‘Ik zal eerst uw broek en onderbroek omlaag doen, zodat u op het toilet kan gaan zitten, goed?’ zegt Femke.
Zonder te wachten tast ze naar de randen van broek en onderbroek. Alles moet in één ruk naar beneden, besluit ze. Net als bij een pleister. Het is even vervelend, maar des te sneller is het voorbij. Maar nog voordat Femke in stilte tot drie heeft geteld, laat mevrouw T. haar rechterhand, de sterke hand, los van de steunbeugel. Haar gewicht verplaatst plotseling naar links. Ze wankelt. In een reflex drukt Femke het zware lichaam van mevrouw T. tegen de tegeltjesmuur zodat ze niet valt. Mevrouw T. jammert.
‘U moet niet zomaar loslaten!’ Femke schrikt van haar felle reactie. Maar ze mag niet vallen, denkt ze. Wat er ook gebeurt, ze mag verdomme niet vallen.
‘Gaat het? Het is belangrijk dat u de andere beugel weer vastpakt, want ik kan u niet lang houden op deze manier.’

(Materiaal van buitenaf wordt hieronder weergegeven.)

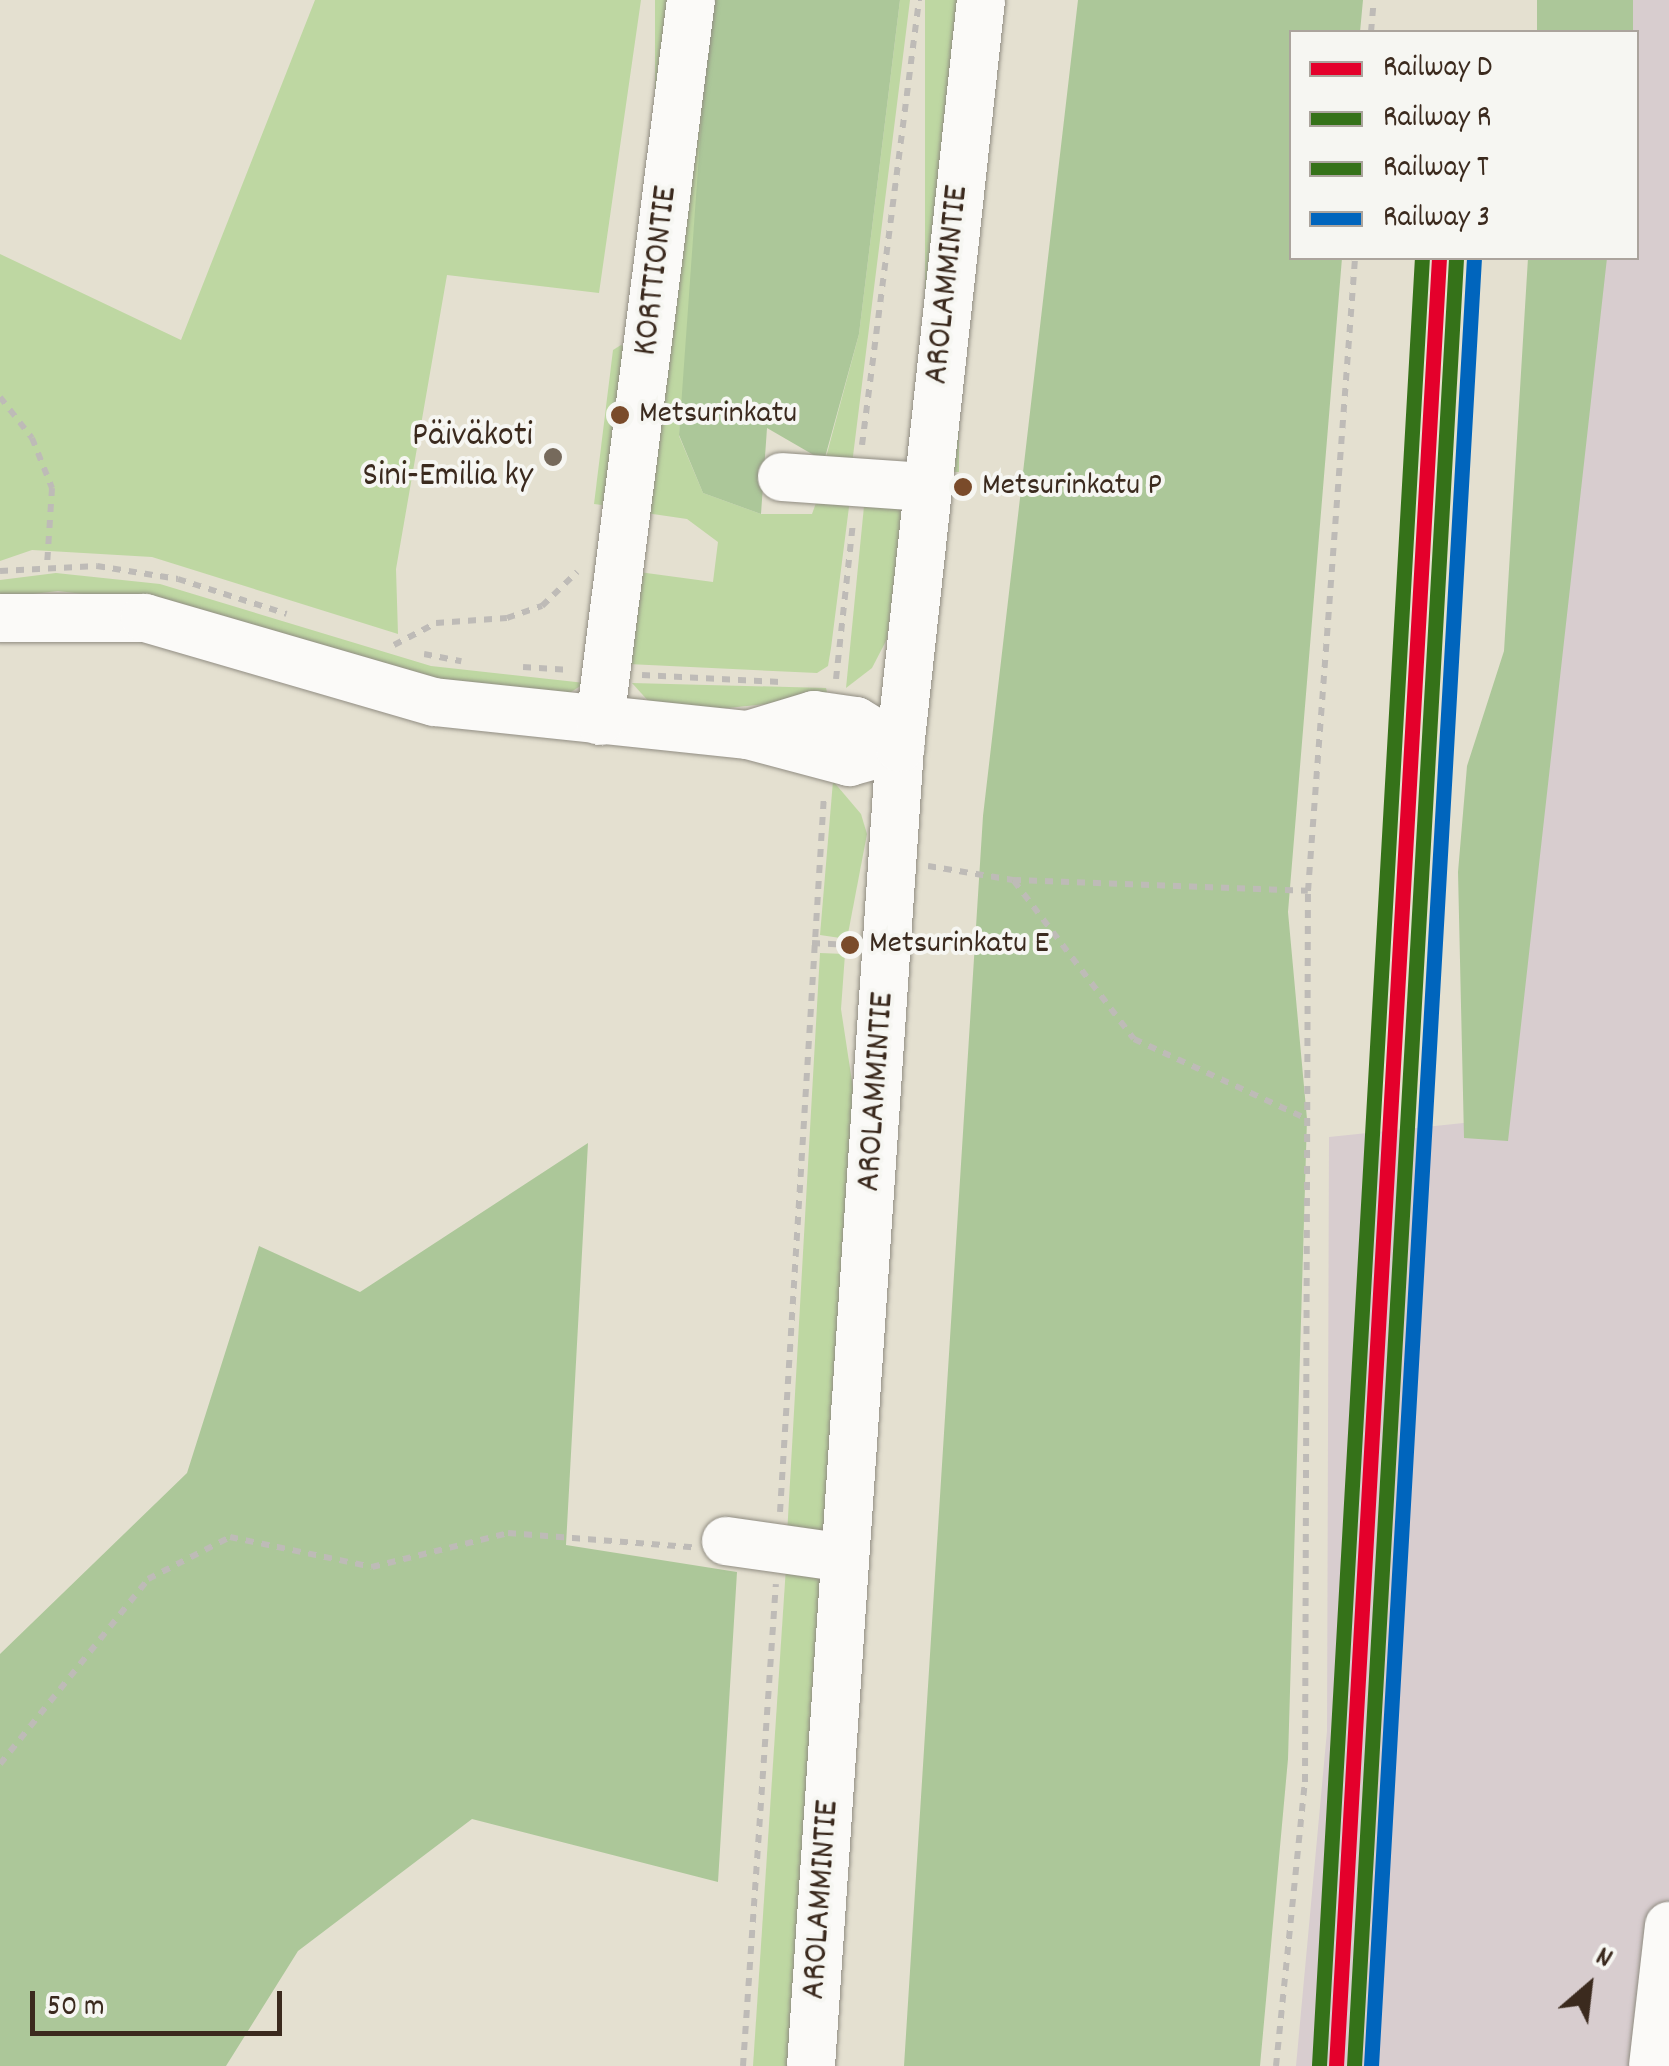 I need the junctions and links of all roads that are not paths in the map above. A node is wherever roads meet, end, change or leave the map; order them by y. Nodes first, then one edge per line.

Mevrouw T. kreunt, maar reikt naar de beugel. Goddank, het lukt. Daarna trekt Femke alsnog broek en onderbroek zwijgend naar beneden. De stank vult direct met volle kracht het toilet.
‘Niet kijken!’ gilt mevrouw T. met een verwilderde blik. ‘Ik ben vies.’
Femke probeert door haar mond te ademen, en wat ze ook doet, ze kijkt geen moment naar de schaamstreek van mevrouw T.
Ze zouden samen koffiedrinken in het bezoekerscentrum. Daar was het veel gezelliger, volgens mevrouw T.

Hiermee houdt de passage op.